As usual I found the first day irritating, all those props! But there was two welcome new prop poses- restorative backbends! I love me some backbends and I love me some restoration so I was looking forward to these. The first one was a backbend over two bolsters in a cross formation. Now if you’re lucky enough to have two bolsters I’d imagine this would be heavenly, I had to make do rolling up two blankets but it felt good enough in my hips flexors. By this point in the practice I was very irritable, having done so many variations of forward bends with bolsters, straps etc… but it all went in this little bit. The second was my good friend supported bridge pose (high block under sacrum) and the third was a kind of viparita dandasana on a chair. A chair! See this page to see how this works.  Now I don’t have a yoga chair but I do have a backless chair which worked fine except for a ridge in a very painful place and the inevitable panic I get when I realise that it’s much easier to get in than it is to get out of the chair. I can now add “getting stuck in a chair” as an experience I’ve had thanks to yoga. Does this happen to anyone else? Or are my legs a bit too generous for this prop?! I don’t think this added to do the ‘looking inward’ feel of the forward bending practice.

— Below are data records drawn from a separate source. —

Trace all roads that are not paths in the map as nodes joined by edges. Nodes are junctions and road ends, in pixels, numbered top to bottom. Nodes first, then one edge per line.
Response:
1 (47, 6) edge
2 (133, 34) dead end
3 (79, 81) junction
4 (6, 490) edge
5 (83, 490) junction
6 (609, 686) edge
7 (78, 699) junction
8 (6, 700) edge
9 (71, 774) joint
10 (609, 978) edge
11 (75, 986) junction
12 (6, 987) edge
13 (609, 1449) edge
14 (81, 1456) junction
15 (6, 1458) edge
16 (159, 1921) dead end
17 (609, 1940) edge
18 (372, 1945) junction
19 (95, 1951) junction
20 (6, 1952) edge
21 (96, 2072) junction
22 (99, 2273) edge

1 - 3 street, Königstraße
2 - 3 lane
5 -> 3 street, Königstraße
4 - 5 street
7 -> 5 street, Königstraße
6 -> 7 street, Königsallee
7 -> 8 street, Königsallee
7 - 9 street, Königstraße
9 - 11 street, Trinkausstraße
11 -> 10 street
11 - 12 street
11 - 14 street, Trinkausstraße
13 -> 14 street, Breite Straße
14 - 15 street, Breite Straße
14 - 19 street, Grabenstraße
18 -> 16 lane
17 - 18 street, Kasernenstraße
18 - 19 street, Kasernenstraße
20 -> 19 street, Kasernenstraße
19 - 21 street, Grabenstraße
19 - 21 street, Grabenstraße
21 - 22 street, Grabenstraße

Another slight problem: supported downward facing dog (with a block under the head). How is it possible to get the block in the right place to support the head? I wonder if proportions are in play here but I just couldn’t get it right, the only thing supporting me was my arms and my legs and that does not make for any kind of restoration for me, holding that for two minutes! Maybe in a few years.

The rest of the practices were nice enough, seated forward bends used to challenge me because of the general lower back stiffness that plagues most habitual chair-users (again with the chairs!) but I’ve made peace with them this past year. So this week with the easy restorative poses and the lovely hip and hamstring opening forward bends I had a relatively easy ride, no major conflicts! Must do this more.